Ethernet at NANOG 92

Ethernet has been the mainstay of much of the networking environment for almost 50 years now, but that doesn’t mean that it’s remained unchanged over that period. The evolution of this technology has featured continual increases in the scale of Ethernet networks, increasing in capacity, reach and connections. I’d like to report on a couple of Ether-related presentations that took place at the recent NANOG 92 meeting, held in Toronto in October 2024 that described some recent developments in Ethernet.

Towards 800Ge

The original 1982 10Mbps Ethernet is a distant memory these days. A little over a decade later we saw a 100Mbs standard, and five years after that, in 1999, there was Gigabit Ethernet (1GbE). 10GbE followed after a further five years, and 100GbE in 2010. 400GbE was defined in 2017.

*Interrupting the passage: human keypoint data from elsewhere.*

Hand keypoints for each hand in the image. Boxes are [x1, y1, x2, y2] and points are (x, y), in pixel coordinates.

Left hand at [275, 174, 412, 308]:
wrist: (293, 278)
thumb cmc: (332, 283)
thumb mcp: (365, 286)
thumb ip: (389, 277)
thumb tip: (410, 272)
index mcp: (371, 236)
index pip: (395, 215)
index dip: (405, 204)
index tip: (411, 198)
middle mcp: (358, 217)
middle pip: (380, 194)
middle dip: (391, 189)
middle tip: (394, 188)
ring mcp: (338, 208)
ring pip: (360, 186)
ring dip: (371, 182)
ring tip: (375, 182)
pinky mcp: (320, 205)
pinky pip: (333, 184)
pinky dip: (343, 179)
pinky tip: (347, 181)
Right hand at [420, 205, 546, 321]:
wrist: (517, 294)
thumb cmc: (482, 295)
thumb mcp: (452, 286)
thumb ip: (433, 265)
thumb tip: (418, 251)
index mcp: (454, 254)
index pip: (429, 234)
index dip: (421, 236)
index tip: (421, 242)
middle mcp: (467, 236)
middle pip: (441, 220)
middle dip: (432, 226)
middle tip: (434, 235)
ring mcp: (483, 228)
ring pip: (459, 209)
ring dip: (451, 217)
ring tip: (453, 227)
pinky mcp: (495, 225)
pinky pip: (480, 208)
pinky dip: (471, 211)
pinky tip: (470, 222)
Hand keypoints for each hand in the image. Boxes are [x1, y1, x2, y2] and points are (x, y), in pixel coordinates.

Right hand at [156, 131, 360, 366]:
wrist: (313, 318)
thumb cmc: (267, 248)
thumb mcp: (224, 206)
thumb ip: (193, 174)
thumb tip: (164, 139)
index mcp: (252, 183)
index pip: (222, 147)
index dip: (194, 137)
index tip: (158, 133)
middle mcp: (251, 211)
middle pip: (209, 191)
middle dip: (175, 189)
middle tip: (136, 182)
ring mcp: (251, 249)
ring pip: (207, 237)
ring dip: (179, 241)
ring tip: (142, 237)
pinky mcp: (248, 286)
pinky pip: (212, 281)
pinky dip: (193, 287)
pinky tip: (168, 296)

Much of this has occurred by realising the potential from increasing gate density on silicon chips. Aggregate Switching capacity has increased by a factor of 16 in the past decade, from 3.2Tbps to 51.2Tbps. This has been accompanied by an increase in the number of ports per device and the individual port capacity. (Figure 1)


Figure 1 – Switch Capacity over Time – From “Progress update on IEEE’s next generation Ethernet project (P802.3dj – 800 GbE & 1.6 TbE)” by Mark Nowell – Cisco Systems, NANOG 92

Today’s Ethernet systems achieve high capacity by using a parallel approach. The initial 100Gb Ethernet systems used 10 lanes each running at 10Gbps. When the standard for 25Gbps Ethernet was completed, the same 100Gbps system could be constructed using 4 x 25Gbps lanes. This generic approach of using parallel lanes to achieve higher aggregate network capacity is shown in Figure 2.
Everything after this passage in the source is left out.